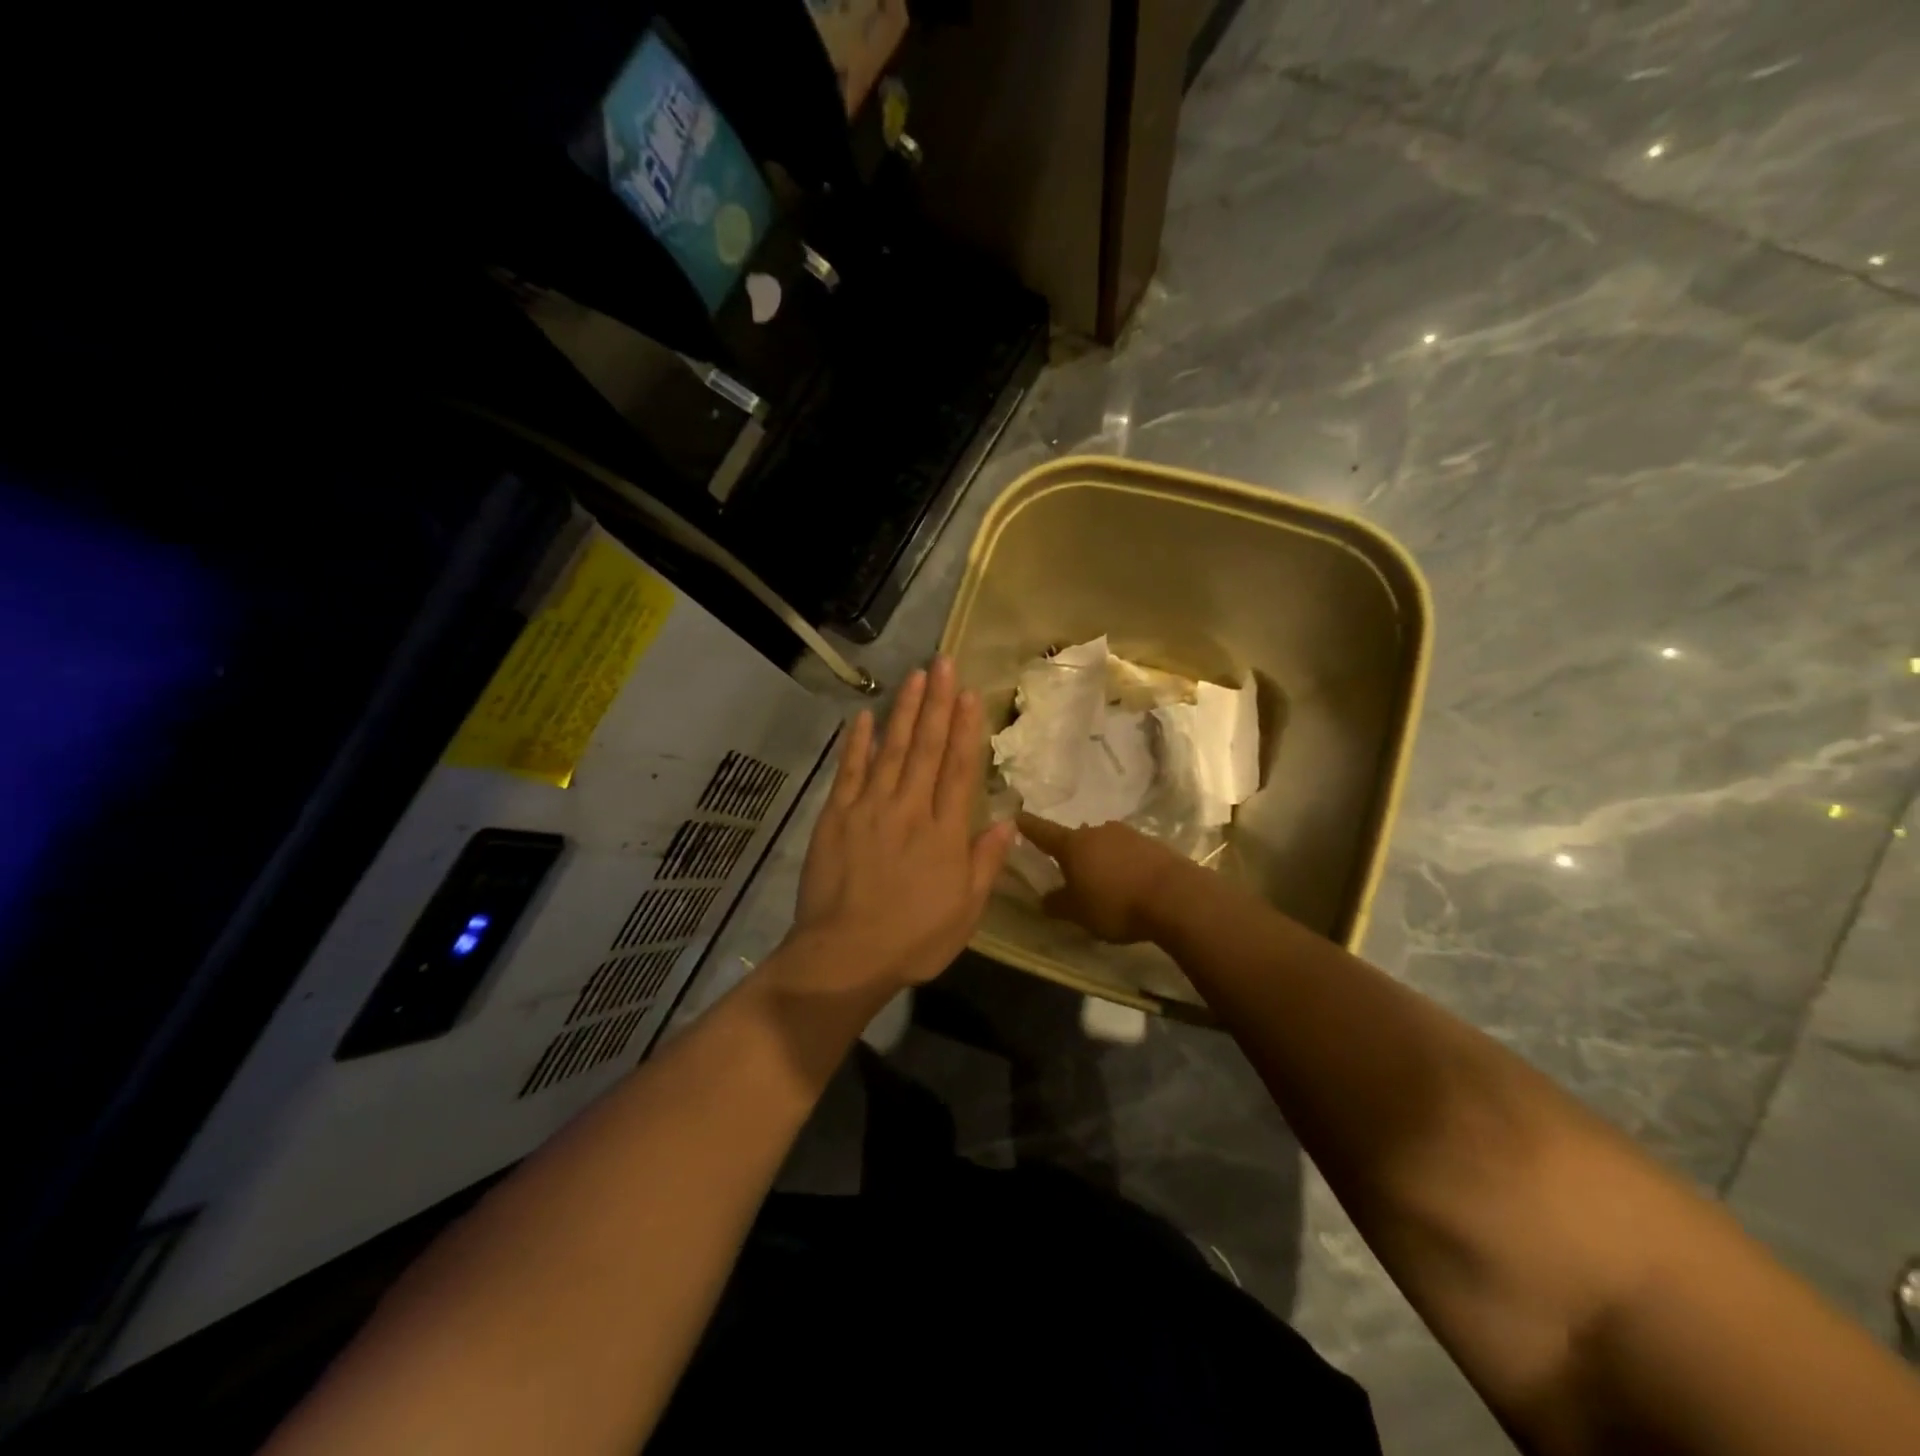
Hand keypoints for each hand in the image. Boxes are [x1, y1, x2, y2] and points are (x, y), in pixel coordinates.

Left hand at [787, 657, 1014, 991]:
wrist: (845, 956)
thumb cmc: (914, 939)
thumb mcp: (966, 911)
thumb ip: (986, 863)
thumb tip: (1009, 822)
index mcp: (945, 832)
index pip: (959, 769)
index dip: (966, 728)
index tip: (970, 694)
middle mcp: (910, 808)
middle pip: (927, 748)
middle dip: (938, 703)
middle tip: (944, 663)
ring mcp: (870, 808)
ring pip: (892, 749)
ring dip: (905, 711)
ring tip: (915, 677)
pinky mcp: (837, 816)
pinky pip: (849, 771)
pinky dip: (857, 742)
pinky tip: (865, 717)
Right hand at [1013, 815, 1187, 943]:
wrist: (1176, 897)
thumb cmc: (1116, 904)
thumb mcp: (1079, 913)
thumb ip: (1058, 904)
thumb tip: (1044, 899)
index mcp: (1073, 845)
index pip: (1042, 831)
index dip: (1028, 826)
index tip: (1016, 816)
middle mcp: (1098, 832)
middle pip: (1077, 839)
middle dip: (1072, 852)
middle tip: (1070, 871)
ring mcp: (1128, 834)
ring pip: (1105, 844)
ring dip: (1100, 858)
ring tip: (1103, 881)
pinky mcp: (1153, 844)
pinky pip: (1129, 851)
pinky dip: (1124, 863)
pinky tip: (1129, 882)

--- TASK TO COMPLETE ---
Scan the entries above for the string "middle", and copy every line where it turns up.

--- OUTPUT BELOW ---
middle mcp: (910, 808)
middle pip: (927, 748)
middle dip: (938, 703)
middle tip: (944, 663)
middle mcp: (1098, 832)
middle pip: (1077, 839)
middle dip: (1072, 852)
middle tip: (1070, 871)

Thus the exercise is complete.